Khafre’s burial chamber lies on the vertical axis of the pyramid and is simply constructed in a pit in the bedrock. The roof of the chamber is composed of pented limestone blocks, similar to those used in Khufu’s pyramid to relieve the weight of stone. The words ‘Discovered by G Belzoni – March 2 1816′ (in Italian) appear on the south wall of the burial chamber, although he had already discovered writing on the west wall showing that the pyramid had been entered previously, probably around the 12th century AD. The burial chamber was found to contain Khafre’s red granite sarcophagus, sunk slightly into the floor, it’s cover broken and a nearby pit which would have contained the canopic chest.

A satellite pyramid (G2-a) belonging to Khafre’s complex is now almost gone, with only the foundations remaining on the southern side of the king’s pyramid. It is currently believed to have been a cult pyramid and not to contain a burial.

The huge mortuary temple of Khafre’s complex is separated from the east face of the pyramid by a limestone pavement, which runs around all four sides of the pyramid. The temple was excavated in 1910 by Holscher and von Sieglin and shown to have consisted of an entrance hall, courtyard, five statue chapels, store-rooms and an offering hall. Sadly the structure was quarried for its stone in ancient times, but the surviving foundations show its innovative construction method, using massive core blocks of limestone cased with finer quality stone and lined on the inside with red granite. In the massive open courtyard there were recesses for huge statues of the king. Five boat pits were discovered to the north and south of the mortuary temple, but all of them had been plundered.

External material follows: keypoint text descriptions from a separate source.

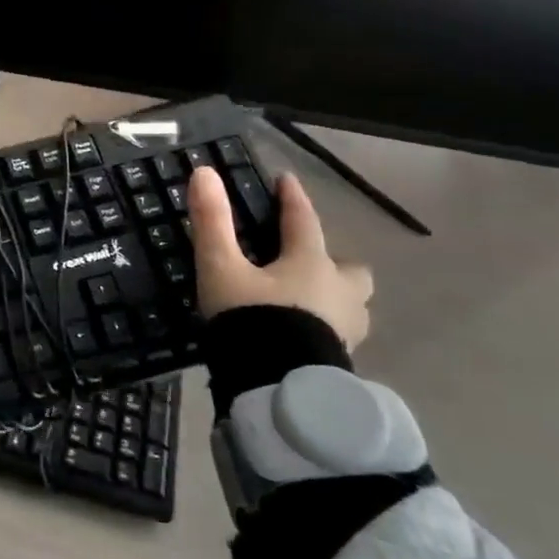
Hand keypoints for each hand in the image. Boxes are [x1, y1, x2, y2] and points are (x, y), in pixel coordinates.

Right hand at [188, 167, 373, 350]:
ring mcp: (346, 328)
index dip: (293, 199)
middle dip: (335, 262)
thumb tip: (205, 172)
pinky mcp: (342, 359)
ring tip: (308, 303)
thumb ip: (212, 221)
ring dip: (336, 297)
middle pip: (351, 269)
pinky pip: (341, 333)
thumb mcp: (221, 267)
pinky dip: (327, 328)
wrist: (279, 385)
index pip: (304, 220)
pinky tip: (305, 336)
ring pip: (353, 304)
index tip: (286, 181)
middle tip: (308, 263)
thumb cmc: (252, 318)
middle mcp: (338, 290)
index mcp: (310, 263)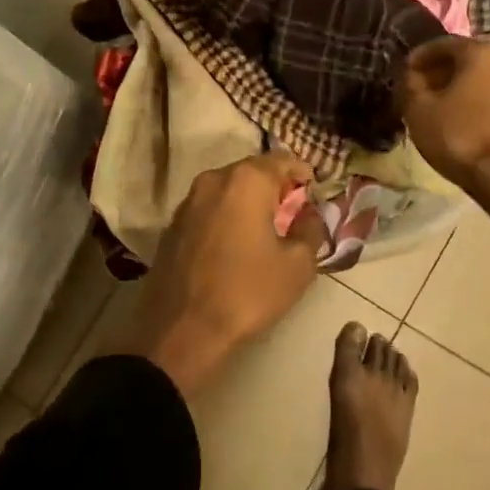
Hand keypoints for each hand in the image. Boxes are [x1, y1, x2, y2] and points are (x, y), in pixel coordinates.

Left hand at [109, 153, 325, 395]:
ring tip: (267, 229)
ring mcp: (188, 201)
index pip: (283, 159)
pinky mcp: (173, 225)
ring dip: (249, 202)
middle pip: (253, 171)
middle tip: (294, 211)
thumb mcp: (297, 265)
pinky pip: (209, 209)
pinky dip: (227, 216)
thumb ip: (311, 229)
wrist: (181, 330)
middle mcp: (213, 179)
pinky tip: (236, 244)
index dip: (303, 173)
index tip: (316, 191)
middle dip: (276, 187)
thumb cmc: (247, 292)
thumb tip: (310, 214)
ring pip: (228, 189)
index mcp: (246, 180)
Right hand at [400, 37, 489, 192]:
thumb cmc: (458, 135)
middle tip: (414, 89)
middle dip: (436, 72)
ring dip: (454, 88)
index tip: (402, 71)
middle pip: (463, 61)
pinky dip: (469, 102)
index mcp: (482, 53)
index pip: (443, 44)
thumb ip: (410, 84)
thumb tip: (410, 75)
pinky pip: (489, 98)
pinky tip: (453, 120)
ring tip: (432, 106)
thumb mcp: (418, 109)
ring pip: (477, 80)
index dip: (418, 57)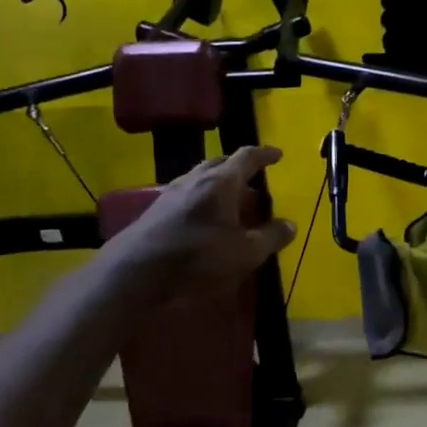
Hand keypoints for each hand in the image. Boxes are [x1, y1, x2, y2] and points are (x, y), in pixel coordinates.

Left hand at [109, 146, 296, 295]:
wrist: (136, 272)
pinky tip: (204, 217)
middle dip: (239, 167)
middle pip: (220, 163)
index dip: (264, 155)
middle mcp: (195, 179)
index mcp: (221, 182)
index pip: (247, 157)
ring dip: (219, 183)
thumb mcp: (245, 252)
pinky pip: (186, 194)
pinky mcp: (156, 211)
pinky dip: (202, 198)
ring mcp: (171, 193)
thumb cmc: (198, 257)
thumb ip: (271, 237)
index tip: (277, 154)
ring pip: (200, 178)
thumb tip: (290, 224)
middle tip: (254, 179)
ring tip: (231, 199)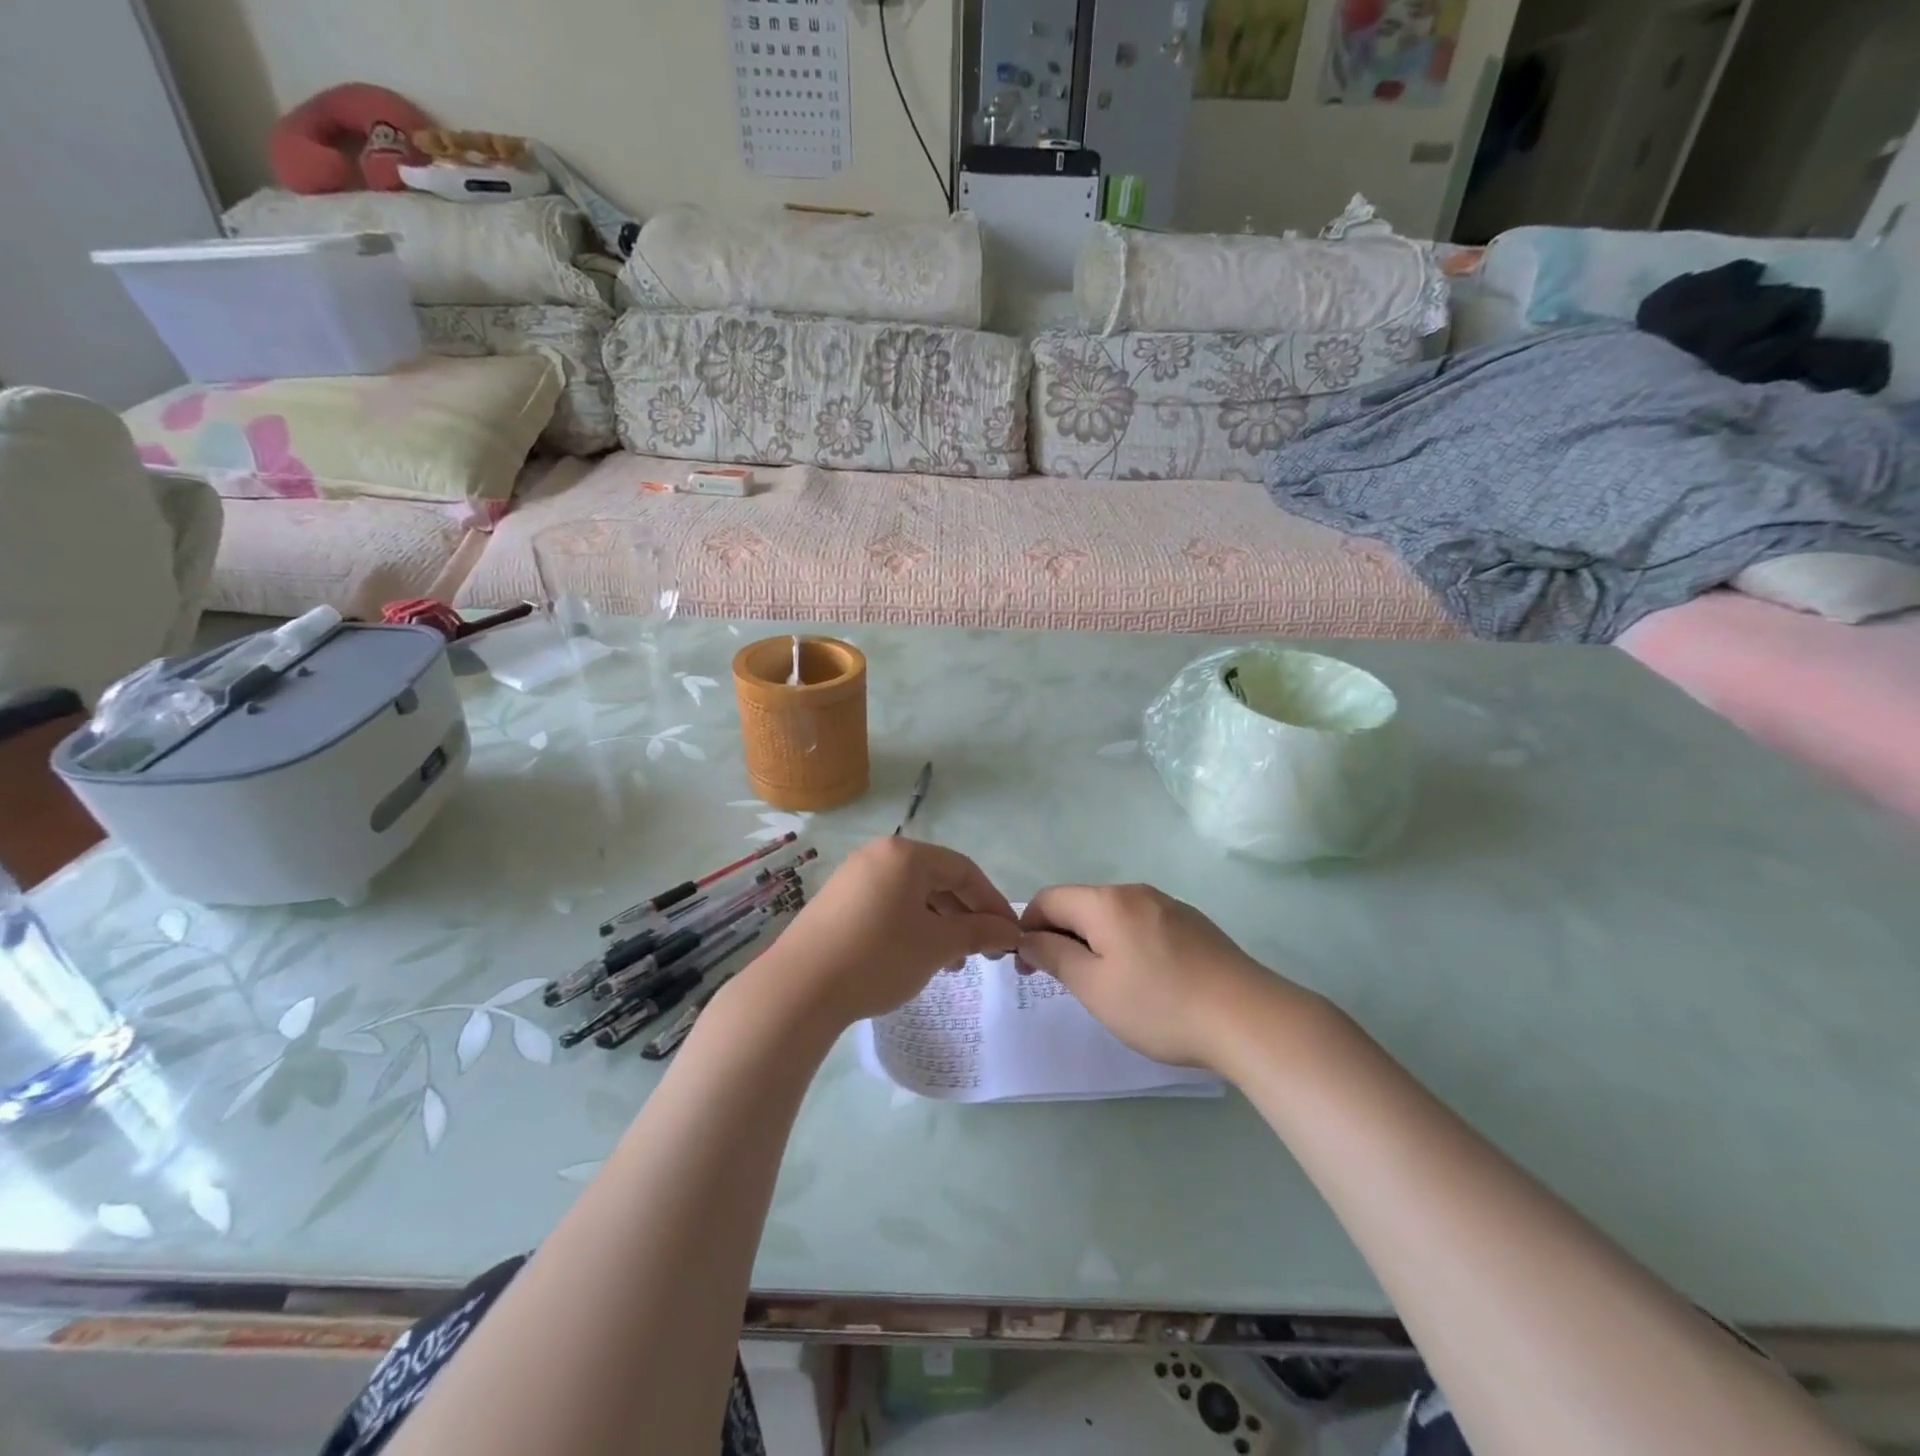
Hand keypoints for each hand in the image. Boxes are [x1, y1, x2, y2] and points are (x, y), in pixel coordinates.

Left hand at [755, 837, 1020, 1030]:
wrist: (799, 988)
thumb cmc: (878, 956)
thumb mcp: (937, 945)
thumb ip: (978, 932)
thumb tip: (1008, 931)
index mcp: (905, 854)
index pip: (964, 870)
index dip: (992, 902)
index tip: (1009, 935)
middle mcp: (878, 855)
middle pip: (937, 880)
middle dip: (965, 916)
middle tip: (983, 953)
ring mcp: (853, 877)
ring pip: (912, 896)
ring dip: (940, 926)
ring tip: (952, 963)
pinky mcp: (837, 903)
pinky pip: (887, 906)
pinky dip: (911, 927)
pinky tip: (916, 958)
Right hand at [1018, 884, 1300, 1070]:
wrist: (1249, 1018)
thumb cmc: (1160, 1004)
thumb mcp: (1094, 987)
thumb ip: (1054, 956)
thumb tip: (1028, 938)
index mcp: (1106, 902)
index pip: (1048, 899)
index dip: (1028, 928)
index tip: (1029, 969)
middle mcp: (1135, 892)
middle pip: (1080, 904)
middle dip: (1060, 936)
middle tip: (1062, 982)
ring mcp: (1168, 905)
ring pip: (1112, 916)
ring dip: (1093, 942)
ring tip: (1104, 986)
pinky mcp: (1193, 924)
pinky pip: (1141, 925)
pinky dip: (1125, 945)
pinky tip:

The ruined causeway leads from the mortuary temple, 494m south to Khafre’s valley temple, which is in a better state of preservation – the only well preserved valley temple found to date. This too was constructed from huge limestone monoliths, faced with granite and was discovered by Mariette in 1852 who wrongly described it as the Temple of the Sphinx. Huge rectangular blocks of Aswan granite form pillars and lintels, giving the structure a very distinctive style, reminiscent of the Osirion at Abydos. Originally there were 24 diorite statues of the king seated on his throne around the walls, of which only one survives to be seen in Cairo Egyptian Museum. Although it’s function is not yet clear, it is thought that the valley temple may have been used for the embalming rites before the king’s funeral and in 1995, traces of a ‘purification tent’ were found near the temple, along with two ramps and underground tunnels.

To the north of Khafre’s valley temple lies the Great Sphinx, inside its own enclosure. It is currently thought to have been modelled during Khafre’s reign, and would have been the first colossal statue in ancient Egypt.

Entrance

The three main pyramids are open on an annual rotation with one of them usually being closed for restoration each year. Tickets for Khafre’s Pyramid cost EGP 30 and are on sale at 8.00am and 1.00pm. The numbers may be limited.